Start of Input material

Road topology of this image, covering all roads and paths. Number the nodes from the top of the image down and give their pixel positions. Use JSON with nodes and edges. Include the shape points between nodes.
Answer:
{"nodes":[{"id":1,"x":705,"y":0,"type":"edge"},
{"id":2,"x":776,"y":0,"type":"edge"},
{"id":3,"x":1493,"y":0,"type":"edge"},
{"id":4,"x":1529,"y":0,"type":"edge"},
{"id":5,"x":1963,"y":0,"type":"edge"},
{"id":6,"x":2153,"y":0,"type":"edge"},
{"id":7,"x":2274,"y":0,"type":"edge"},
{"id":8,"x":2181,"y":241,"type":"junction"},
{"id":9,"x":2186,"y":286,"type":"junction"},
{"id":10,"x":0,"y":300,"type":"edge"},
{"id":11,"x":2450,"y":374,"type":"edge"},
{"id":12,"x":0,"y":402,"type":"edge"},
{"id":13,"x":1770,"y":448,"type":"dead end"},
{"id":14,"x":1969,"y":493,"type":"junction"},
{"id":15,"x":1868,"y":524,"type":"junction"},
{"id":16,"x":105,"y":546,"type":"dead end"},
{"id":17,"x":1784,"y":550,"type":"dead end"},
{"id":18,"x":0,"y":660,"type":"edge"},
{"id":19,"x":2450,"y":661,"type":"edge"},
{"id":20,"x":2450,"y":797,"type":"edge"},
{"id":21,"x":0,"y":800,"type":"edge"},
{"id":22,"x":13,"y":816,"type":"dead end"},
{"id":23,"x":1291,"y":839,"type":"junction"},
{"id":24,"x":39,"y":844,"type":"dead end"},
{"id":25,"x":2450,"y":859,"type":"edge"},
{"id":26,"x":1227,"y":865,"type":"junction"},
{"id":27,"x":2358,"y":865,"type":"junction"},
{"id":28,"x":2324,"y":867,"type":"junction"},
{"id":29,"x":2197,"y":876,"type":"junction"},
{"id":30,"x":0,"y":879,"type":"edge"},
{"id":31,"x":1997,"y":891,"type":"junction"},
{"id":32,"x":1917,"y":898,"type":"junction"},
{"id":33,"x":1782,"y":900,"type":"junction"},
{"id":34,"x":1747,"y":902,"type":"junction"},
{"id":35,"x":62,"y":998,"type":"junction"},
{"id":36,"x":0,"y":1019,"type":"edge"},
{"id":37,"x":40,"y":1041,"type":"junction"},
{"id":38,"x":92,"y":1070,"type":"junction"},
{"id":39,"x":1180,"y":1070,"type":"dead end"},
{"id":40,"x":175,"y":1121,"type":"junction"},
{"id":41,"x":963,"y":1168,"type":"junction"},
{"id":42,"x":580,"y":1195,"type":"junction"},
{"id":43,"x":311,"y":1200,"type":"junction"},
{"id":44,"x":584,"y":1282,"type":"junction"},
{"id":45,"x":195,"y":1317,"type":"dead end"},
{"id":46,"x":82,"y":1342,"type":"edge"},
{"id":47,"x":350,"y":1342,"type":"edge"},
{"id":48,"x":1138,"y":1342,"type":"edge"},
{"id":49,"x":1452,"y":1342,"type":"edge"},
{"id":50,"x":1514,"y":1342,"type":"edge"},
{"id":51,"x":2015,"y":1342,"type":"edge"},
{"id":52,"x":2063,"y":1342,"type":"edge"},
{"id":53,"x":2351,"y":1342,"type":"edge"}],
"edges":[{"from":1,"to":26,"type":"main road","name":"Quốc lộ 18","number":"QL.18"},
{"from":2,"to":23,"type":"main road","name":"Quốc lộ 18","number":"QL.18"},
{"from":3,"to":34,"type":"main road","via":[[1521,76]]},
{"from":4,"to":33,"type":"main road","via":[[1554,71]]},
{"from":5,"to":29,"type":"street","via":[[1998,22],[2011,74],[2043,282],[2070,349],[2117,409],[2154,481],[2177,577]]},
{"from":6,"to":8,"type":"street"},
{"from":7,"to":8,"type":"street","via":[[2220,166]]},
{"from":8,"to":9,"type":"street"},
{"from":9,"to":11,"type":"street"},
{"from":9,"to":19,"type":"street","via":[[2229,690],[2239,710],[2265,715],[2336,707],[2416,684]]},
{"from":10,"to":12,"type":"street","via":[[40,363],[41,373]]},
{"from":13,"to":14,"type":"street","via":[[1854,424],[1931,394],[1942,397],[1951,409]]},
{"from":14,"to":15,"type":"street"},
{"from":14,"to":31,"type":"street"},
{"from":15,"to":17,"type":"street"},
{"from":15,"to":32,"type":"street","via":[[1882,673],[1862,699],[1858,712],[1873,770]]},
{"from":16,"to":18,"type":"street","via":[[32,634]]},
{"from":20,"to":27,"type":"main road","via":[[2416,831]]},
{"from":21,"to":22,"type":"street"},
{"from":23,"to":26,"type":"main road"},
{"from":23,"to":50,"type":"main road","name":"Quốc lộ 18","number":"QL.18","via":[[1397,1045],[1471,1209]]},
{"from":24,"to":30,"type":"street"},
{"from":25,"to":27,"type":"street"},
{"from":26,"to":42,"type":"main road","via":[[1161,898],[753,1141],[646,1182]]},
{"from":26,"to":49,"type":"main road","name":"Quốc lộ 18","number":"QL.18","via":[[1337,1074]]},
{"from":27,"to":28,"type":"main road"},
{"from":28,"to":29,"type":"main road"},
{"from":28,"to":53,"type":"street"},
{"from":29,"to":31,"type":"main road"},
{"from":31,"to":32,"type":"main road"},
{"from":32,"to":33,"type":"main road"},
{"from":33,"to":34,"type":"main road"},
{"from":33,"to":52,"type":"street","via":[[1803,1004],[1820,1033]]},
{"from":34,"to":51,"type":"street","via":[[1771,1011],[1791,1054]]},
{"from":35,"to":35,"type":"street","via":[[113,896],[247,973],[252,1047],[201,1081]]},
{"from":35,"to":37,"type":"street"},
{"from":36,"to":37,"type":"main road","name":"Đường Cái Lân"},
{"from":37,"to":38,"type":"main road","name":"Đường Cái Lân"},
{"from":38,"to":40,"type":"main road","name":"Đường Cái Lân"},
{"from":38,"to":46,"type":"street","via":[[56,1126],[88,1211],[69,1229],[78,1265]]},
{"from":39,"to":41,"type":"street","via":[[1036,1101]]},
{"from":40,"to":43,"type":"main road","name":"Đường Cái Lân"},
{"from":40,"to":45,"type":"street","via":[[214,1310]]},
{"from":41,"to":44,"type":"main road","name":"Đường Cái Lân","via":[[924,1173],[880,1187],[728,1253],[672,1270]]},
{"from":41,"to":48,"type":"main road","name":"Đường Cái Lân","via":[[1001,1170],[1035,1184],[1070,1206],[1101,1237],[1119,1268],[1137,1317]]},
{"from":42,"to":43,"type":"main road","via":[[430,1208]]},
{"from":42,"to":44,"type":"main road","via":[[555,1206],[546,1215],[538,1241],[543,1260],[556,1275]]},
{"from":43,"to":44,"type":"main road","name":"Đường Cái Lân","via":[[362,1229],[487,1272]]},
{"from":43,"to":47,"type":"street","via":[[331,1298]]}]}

End of Input material

Your task is to copy each line of the data above that holds "edges".

Response to this exercise —
Road topology of this image, covering all roads and paths. Number the nodes from the top of the image down and give their pixel positions. Use JSON with nodes and edges. Include the shape points between nodes.
"edges":[{"from":1,"to":26,"type":"main road","name":"Quốc lộ 18","number":"QL.18"},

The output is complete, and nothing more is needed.